Village in Şırnak Province, Turkey

Çığır (Serkanî; Serkani) (Note: Alternatively transliterated as Serkan or Srganée.) is a village in the İdil District of Şırnak Province in Turkey. The village is populated by Kurds of the Botikan tribe and had a population of 1,878 in 2021.

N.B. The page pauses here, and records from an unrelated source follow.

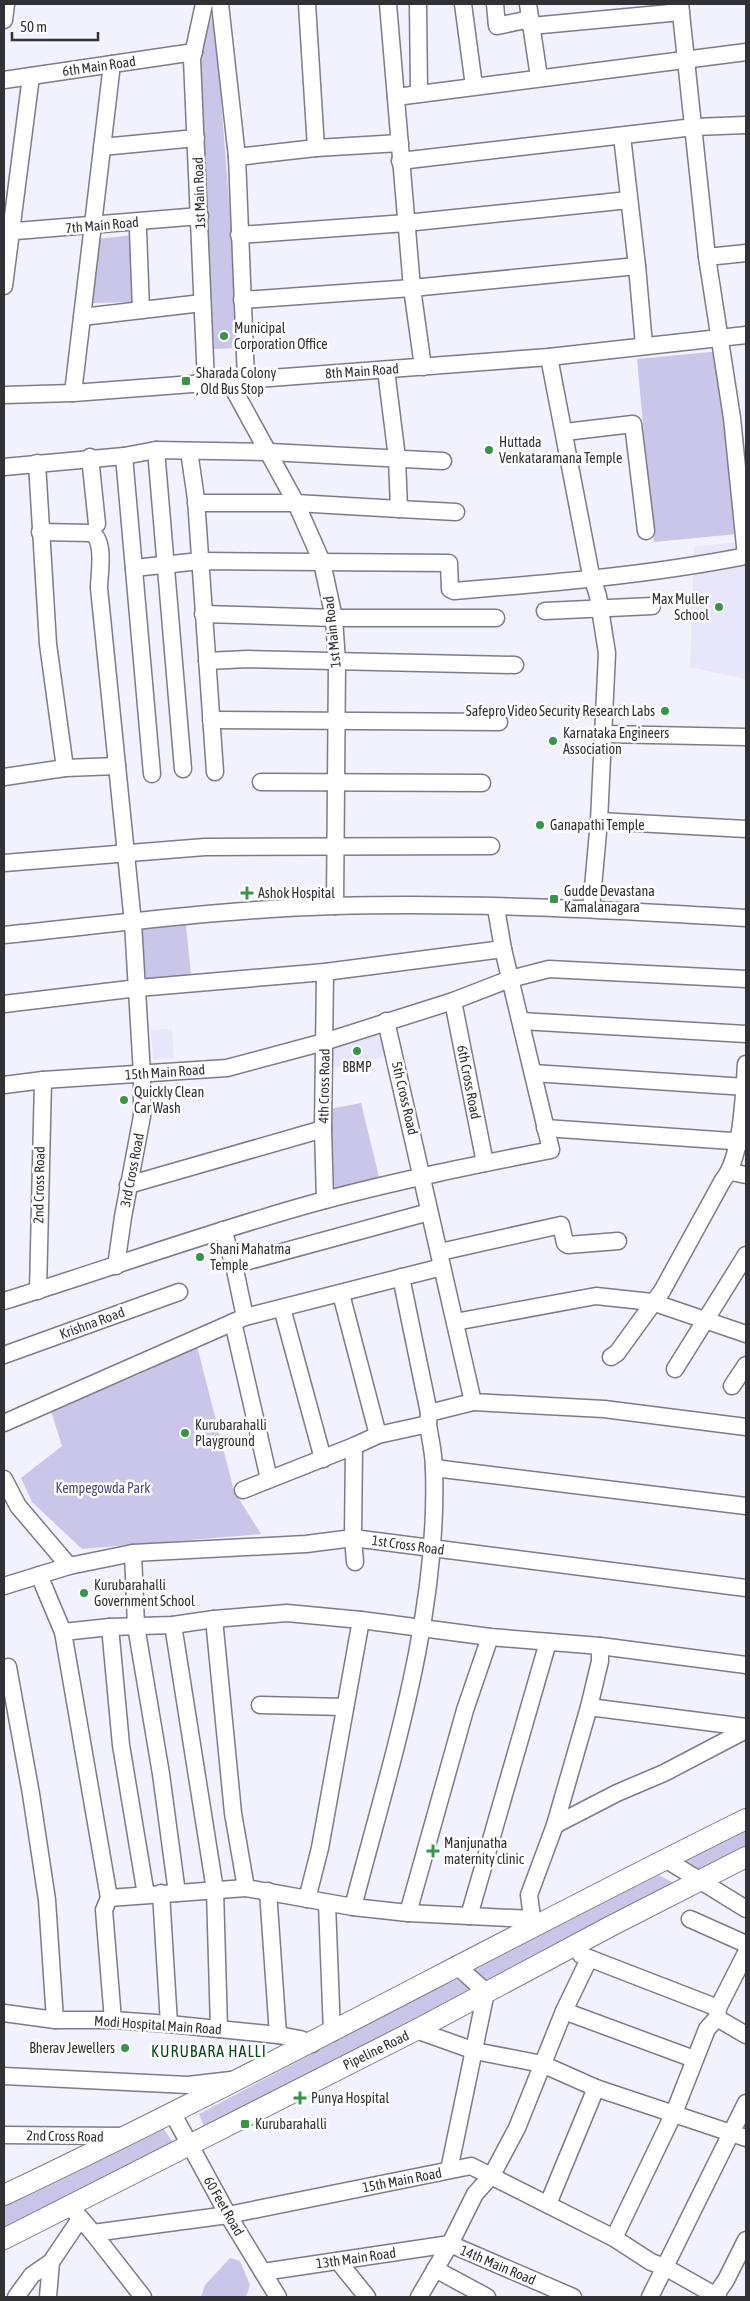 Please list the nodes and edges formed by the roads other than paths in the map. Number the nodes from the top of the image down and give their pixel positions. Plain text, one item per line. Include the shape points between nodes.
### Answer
1 (7, 4) edge
2 (204, 4) edge
3 (220, 4) edge
4 (307, 4) edge
5 (388, 4) edge
6 (418, 4) edge
7 (463, 4) edge
8 (494, 4) edge
9 (681, 8) edge
10 (530, 16) edge
11 (4, 20) edge
12 (194, 52) junction
13 (746, 52) edge
14 (687, 61) junction
15 (112, 64) junction
16 (31, 76) junction
17 (539, 77) junction
18 (4, 80) edge
19 (474, 86) junction
20 (420, 94) junction
21 (396, 97) junction
22 (746, 125) edge
23 (694, 127) junction
24 (622, 136) junction
25 (196, 138) junction
26 (400, 143) junction
27 (102, 147) junction
28 (316, 148) junction
29 (237, 157) junction
30 (400, 161) junction
31 (629, 200) junction
32 (200, 216) junction
33 (406, 223) junction
34 (91, 226) junction
35 (138, 230) dead end
36 (7, 232) edge
37 (239, 235) junction
38 (746, 253) edge
39 (707, 257) junction
40 (638, 266) junction
41 (4, 286) edge
42 (412, 288) junction
43 (242, 300) junction
44 (202, 303) junction
45 (140, 310) junction
46 (82, 317) junction
47 (746, 335) edge
48 (720, 337) junction
49 (644, 346) junction
50 (549, 357) junction
51 (423, 367) junction
52 (386, 370) junction
53 (246, 379) junction
54 (229, 381) junction
55 (206, 383) junction
56 (73, 393) junction
57 (4, 395) edge
58 (739, 417) edge
59 (565, 432) junction
60 (156, 450) junction
61 (188, 451) junction
62 (270, 452) junction
63 (124, 456) junction
64 (90, 457) junction
65 (397, 458) junction
66 (443, 461) dead end
67 (37, 463) junction
68 (4, 467) edge
69 (296, 502) junction
70 (196, 503) junction
71 (399, 509) junction
72 (456, 512) dead end
73 (98, 524) dead end
74 (646, 531) dead end
75 (40, 532) junction
76 (746, 556) edge
77 (200, 561) junction
78 (322, 562) junction
79 (166, 564) junction
80 (134, 568) junction
81 (593, 579) junction
82 (652, 606) dead end
83 (600, 609) junction
84 (545, 611) dead end
85 (203, 614) junction
86 (334, 618) junction
87 (496, 618) dead end
88 (207, 661) junction
89 (337, 662) junction
90 (515, 665) dead end
91 (211, 720) junction
92 (336, 720) junction
93 (499, 722) dead end
94 (604, 734) junction
95 (746, 737) edge
96 (117, 766) junction
97 (65, 768) junction
98 (183, 769) dead end
99 (215, 772) dead end
100 (152, 774) dead end
101 (4, 777) edge
102 (261, 782) dead end
103 (335, 782) junction
104 (482, 783) dead end
105 (600, 821) junction
106 (746, 829) edge
107 (335, 846) junction
108 (491, 846) dead end
109 (126, 852) junction
110 (4, 863) edge
111 (334, 906) junction
112 (496, 908) junction
113 (591, 909) junction
114 (746, 918) edge
115 (133, 923) junction
116 (4, 935) edge
117 (503, 949) junction
118 (325, 972) junction
119 (510, 979) junction
120 (746, 979) edge
121 (138, 988) junction
122 (454, 1001) junction
123 (4, 1004) edge
124 (386, 1021) junction
125 (521, 1021) junction
126 (746, 1034) edge
127 (324, 1042) junction
128 (746, 1064) edge
129 (533, 1073) junction
130 (142, 1074) junction
131 (43, 1080) junction
132 (4, 1085) edge
133 (745, 1087) edge
134 (545, 1128) junction
135 (323, 1129) junction
136 (742, 1142) edge
137 (485, 1163) junction
138 (738, 1173) edge
139 (423, 1176) junction
140 (128, 1185) junction
141 (325, 1200) junction
142 (429, 1212) junction
143 (223, 1230) junction
144 (618, 1241) dead end
145 (746, 1255) edge
146 (441, 1260) junction
147 (234, 1265) junction
148 (116, 1266) junction
149 (401, 1277) junction
150 (38, 1291) junction
151 (180, 1292) dead end
152 (341, 1294) junction
153 (4, 1301) edge
154 (652, 1302) junction
155 (282, 1308) junction
156 (239, 1319) junction
157 (705, 1320) junction
158 (455, 1322) junction
159 (746, 1334) edge
160 (4, 1355) edge
161 (611, 1357) dead end
162 (746, 1365) edge
163 (676, 1370) dead end
164 (732, 1386) dead end
165 (473, 1402) junction
166 (429, 1418) junction
167 (4, 1423) edge
168 (746, 1427) edge
169 (378, 1435) junction
170 (354, 1446) junction
171 (323, 1459) junction
172 (434, 1468) junction
173 (4, 1479) edge
174 (269, 1479) junction
175 (243, 1490) dead end
176 (746, 1506) edge
177 (11, 1508) edge
178 (353, 1538) junction
179 (431, 1549) junction
180 (133, 1553) junction
181 (355, 1562) dead end
182 (68, 1566) junction
183 (39, 1575) junction
184 (4, 1586) edge
185 (746, 1588) edge
186 (214, 1619) junction
187 (361, 1620) junction
188 (173, 1625) junction
189 (110, 1626) junction
190 (136, 1626) junction
191 (423, 1629) junction
192 (63, 1632) junction
193 (490, 1637) junction
194 (548, 1642) junction
195 (600, 1646) junction
196 (746, 1665) edge
197 (8, 1667) dead end
198 (260, 1705) dead end
199 (345, 1707) junction
200 (590, 1708) junction
201 (746, 1729) edge
202 (746, 1819) edge
203 (555, 1825) junction
204 (746, 1857) edge
205 (665, 1859) junction
206 (700, 1880) junction
207 (246, 1888) junction
208 (215, 1890) junction
209 (268, 1891) junction
210 (161, 1894) junction
211 (109, 1898) junction
212 (307, 1899) junction
213 (327, 1904) junction
214 (353, 1907) junction
215 (746, 1909) edge
216 (408, 1913) junction
217 (469, 1916) junction
218 (690, 1919) dead end
219 (532, 1922) junction
220 (746, 1944) edge
221 (567, 1949) junction
222 (746, 1953) edge
223 (589, 1959) junction
224 (456, 1965) junction
225 (743, 1971) edge
226 (486, 1992) junction
227 (564, 2011) junction
228 (4, 2013) edge
229 (717, 2013) junction
230 (55, 2020) junction
231 (113, 2020) junction
232 (169, 2024) junction
233 (219, 2029) junction
234 (416, 2030) junction
235 (332, 2033) junction
236 (278, 2035) junction
237 (746, 2035) edge
238 (312, 2044) junction
239 (475, 2051) junction
240 (694, 2059) junction
241 (542, 2064) junction
242 (4, 2076) edge
243 (240, 2079) junction
244 (596, 2088) junction
245 (746, 2103) edge
246 (674, 2112) junction
247 (173, 2114) junction
248 (4, 2135) edge
249 (127, 2136) junction
250 (739, 2136) edge
251 (189, 2145) junction
252 (449, 2170) junction
253 (492, 2175) junction
254 (4, 2184) edge
255 (29, 2184) junction
256 (4, 2196) edge
257 (548, 2204) junction
258 (75, 2213) junction
259 (228, 2215) junction
260 (93, 2233) junction
261 (614, 2238) junction
262 (4, 2239) edge
263 (746, 2240) edge
264 (450, 2244) junction
265 (338, 2260) junction
266 (51, 2262) junction
267 (665, 2267) junction
268 (740, 2267) edge
269 (435, 2269) junction
270 (262, 2272) junction
271 (139, 2296) edge
272 (717, 2296) edge
273 (16, 2297) edge
274 (48, 2297) edge
275 (278, 2297) edge
276 (367, 2297) edge
277 (419, 2297) edge
278 (486, 2297) edge
279 (573, 2297) edge
280 (650, 2297) edge

1 - 11 street
2 - 12 street, 1st Main Road
3 - 29 street
4 - 28 street
5 - 21 street
6 - 20 street
7 - 19 street
8 - 10 street via 498,26
9 - 10 street
9 - 14 street
10 - 17 street
12 - 15 street, 6th Main Road
12 - 25 street, 1st Main Road
13 - 14 street
14 - 17 street
14 - 23 street
15 - 16 street, 6th Main Road
15 - 27 street
16 - 18 street, 6th Main Road
16 - 36 street
17 - 19 street
19 - 20 street
20 - 21 street
21 - 26 street
22 - 23 street
23 - 24 street
23 - 39 street
24 - 30 street
24 - 31 street
25 - 27 street
25 - 32 street, 1st Main Road
26 - 28 street
26 - 30 street
27 - 34 street
28 - 29 street
29 - 37 street
30 - 33 street
31 - 33 street
31 - 40 street
32 - 34 street, 7th Main Road
32 - 44 street, 1st Main Road
33 - 37 street
33 - 42 street
34 - 36 street, 7th Main Road
34 - 46 street
35 - 45 street
36 - 41 street
37 - 43 street
38 - 39 street
39 - 48 street
40 - 42 street
40 - 49 street
42 - 43 street
42 - 51 street
43 - 53 street
44 - 45 street
44 - 55 street, 1st Main Road
45 - 46 street
46 - 56 street
47 - 48 street, 8th Main Road
48 - 49 street, 8th Main Road
48 - 58 street
49 - 50 street, 8th Main Road
50 - 51 street, 8th Main Road
50 - 59 street
51 - 52 street, 8th Main Road
52 - 53 street, 8th Main Road
52 - 65 street
53 - 54 street, 8th Main Road
54 - 55 street, 8th Main Road
54 - 62 street, 1st Main Road
55 - 56 street, 8th Main Road
56 - 57 street, 8th Main Road
58 - 76 street
59 - 74 street via 633,424
59 - 81 street
60 - 61 street
60 - 63 street
60 - 79 street
61 - 62 street
61 - 70 street
62 - 65 street
62 - 69 street, 1st Main Road
63 - 64 street
63 - 80 street
64 - 67 street
64 - 73 street
65 - 66 street
65 - 71 street
67 - 68 street
67 - 75 street
69 - 70 street
69 - 71 street
69 - 78 street, 1st Main Road
70 - 77 street
71 - 72 street
75 - 96 street, 3rd Cross Road via 91,533 99,540 99,588
75 - 97 street via 48,644
76 - 81 street via 692,567
77 - 78 street
77 - 79 street
77 - 85 street
78 - 81 street via 449,563 450,589 454,591
78 - 86 street, 1st Main Road
79 - 80 street
79 - 98 street
80 - 100 street
81 - 83 street
82 - 83 street
83 - 84 street
83 - 94 street via 607,653
85 - 86 street
85 - 88 street
86 - 87 street
86 - 89 street, 1st Main Road
88 - 89 street
88 - 91 street
89 - 90 street
89 - 92 street, 1st Main Road
91 - 92 street
91 - 99 street
92 - 93 street
92 - 103 street, 1st Main Road
94 - 95 street
94 - 105 street
96 - 97 street
96 - 109 street, 3rd Cross Road
97 - 101 street
102 - 103 street
103 - 104 street
103 - 107 street, 1st Main Road
105 - 106 street
105 - 113 street
107 - 108 street
107 - 109 street via 223,846
107 - 111 street, 1st Main Road
109 - 110 street
109 - 115 street, 3rd Cross Road
111 - 112 street via 461,905
111 - 115 street
112 - 113 street
112 - 117 street
113 - 114 street
115 - 116 street
115 - 121 street, 3rd Cross Road
117 - 118 street
117 - 119 street
118 - 121 street
118 - 127 street, 4th Cross Road
119 - 120 street, 15th Main Road via 549,970
119 - 122 street, 15th Main Road
119 - 125 street
121 - 123 street
121 - 130 street, 3rd Cross Road
122 - 124 street, 15th Main Road
122 - 137 street, 6th Cross Road
124 - 127 street, 15th Main Road
124 - 139 street, 5th Cross Road
125 - 126 street
125 - 129 street
127 - 130 street, 15th Main Road via 227,1068
127 - 135 street, 4th Cross Road
128 - 133 street
129 - 133 street
129 - 134 street
130 - 131 street, 15th Main Road
130 - 140 street, 3rd Cross Road via 142,1116
131 - 132 street, 15th Main Road
131 - 150 street, 2nd Cross Road
133 - 136 street
134 - 136 street
134 - 137 street via 551,1150
135 - 140 street
135 - 141 street, 4th Cross Road
136 - 138 street
137 - 139 street
138 - 154 street via 723,1180 662,1291
139 - 141 street
139 - 142 street, 5th Cross Road
140 - 148 street, 3rd Cross Road
141 - 143 street
142 - 146 street, 5th Cross Road
142 - 147 street
143 - 147 street
143 - 148 street
144 - 146 street via 568,1245 561,1225
145 - 157 street
146 - 149 street
146 - 158 street, 5th Cross Road
147 - 156 street
148 - 150 street
149 - 152 street
149 - 166 street
150 - 153 street
151 - 160 street, Krishna Road
152 - 155 street
152 - 169 street
154 - 157 street
154 - 158 street via 596,1296
154 - 161 street via 617,1354
155 - 156 street
155 - 171 street
156 - 167 street
156 - 174 street
157 - 159 street
157 - 163 street
158 - 165 street, 5th Cross Road
162 - 164 street
165 - 166 street
165 - 168 street via 604,1409
166 - 169 street
166 - 172 street
169 - 170 street
170 - 171 street
170 - 178 street
171 - 174 street
172 - 176 street
172 - 179 street
173 - 177 street
174 - 175 street
177 - 182 street
178 - 179 street, 1st Cross Road
178 - 180 street, 1st Cross Road via 306,1544
178 - 181 street
179 - 185 street, 1st Cross Road
179 - 191 street
180 - 182 street, 1st Cross Road
180 - 190 street
182 - 183 street, 1st Cross Road
183 - 184 street, 1st Cross Road
183 - 192 street
186 - 187 street via 287,1613
186 - 188 street
186 - 207 street via 234,1813
187 - 191 street
187 - 199 street
188 - 190 street
188 - 208 street
189 - 190 street
189 - 192 street
189 - 210 street via 122,1745
190 - 210 street via 161,1774
191 - 193 street
191 - 214 street
192 - 211 street
193 - 194 street
193 - 216 street via 465,1710
194 - 195 street
194 - 217 street
195 - 196 street
195 - 200 street
197 - 230 street via 46,1900
198 - 199 street
199 - 212 street via 320,1848
200 - 201 street
200 - 203 street
201 - 203 street
202 - 205 main road
203 - 219 street via 529,1895
204 - 206 main road, Pipeline Road
205 - 206 street
205 - 219 main road
206 - 215 street
206 - 221 main road, Pipeline Road
207 - 208 street
207 - 209 street
208 - 210 street
208 - 233 street
209 - 212 street
209 - 236 street
210 - 211 street
210 - 232 street
211 - 231 street via 104,1910
212 - 213 street
213 - 214 street
213 - 235 street
214 - 216 street
216 - 217 street
217 - 219 street
218 - 220 street
219 - 224 main road
221 - 223 street
221 - 226 main road, Pipeline Road
222 - 225 street
223 - 227 street
223 - 229 street
224 - 226 street
224 - 235 main road
225 - 229 street
226 - 234 main road, Pipeline Road
226 - 239 street
227 - 240 street
227 - 241 street
228 - 230 street, Modi Hospital Main Road
229 - 237 street
229 - 240 street
230 - 231 street, Modi Hospital Main Road
231 - 232 street, Modi Hospital Main Road
232 - 233 street, Modi Hospital Main Road
233 - 236 street, Modi Hospital Main Road
234 - 239 street
234 - 251 main road, Pipeline Road
235 - 238 main road
236 - 238 street, Modi Hospital Main Road
238 - 243 main road
239 - 241 street
239 - 252 street
240 - 246 street
241 - 244 street
241 - 253 street via 517,2128
242 - 243 street via 188,2085
243 - 247 main road
244 - 246 street
244 - 257 street
245 - 250 street
246 - 250 street
246 - 261 street
247 - 249 main road
247 - 251 street, 60 Feet Road
248 - 249 street, 2nd Cross Road
249 - 255 main road
250 - 267 street
251 - 258 main road, Pipeline Road
251 - 259 street, 60 Feet Road
252 - 253 street, 15th Main Road via 471,2166
252 - 259 street, 15th Main Road
253 - 257 street, 15th Main Road
253 - 264 street via 475,2194
254 - 255 street
255 - 256 main road
257 - 261 street, 15th Main Road
258 - 260 street
258 - 262 main road, Pipeline Road
258 - 266 street
259 - 260 street, 15th Main Road
259 - 270 street, 60 Feet Road
260 - 271 street
261 - 267 street, 15th Main Road via 651,2262
263 - 268 street
264 - 265 street, 13th Main Road
264 - 269 street
264 - 279 street, 14th Main Road
265 - 270 street, 13th Main Road
265 - 276 street
266 - 273 street via 32,2275
266 - 274 street
267 - 272 street, 15th Main Road
267 - 280 street
268 - 272 street
269 - 277 street
269 - 278 street
270 - 275 street, 60 Feet Road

The hamlet of Gültepe is attached to Çığır.

==History==
Serkani (today called Çığır) was historically inhabited by Syriac Orthodox Christians. It was populated by 200 Syriacs in 1914, according to according to the list presented to the Paris Peace Conference by the Assyro-Chaldean delegation.

==Bibliography==

- Gaunt, David (2006). "Massacres, Resistance, Protectors: Muslim-Christian Relations in Eastern Anatolia during World War I"
- "Social Relations in Ottoman Diyarbekir, 1870-1915" (2012)
- Tan, Altan (2018). "Turabidin'den Berriye'ye. Aşiretler - Dinler - Diller - Kültürler"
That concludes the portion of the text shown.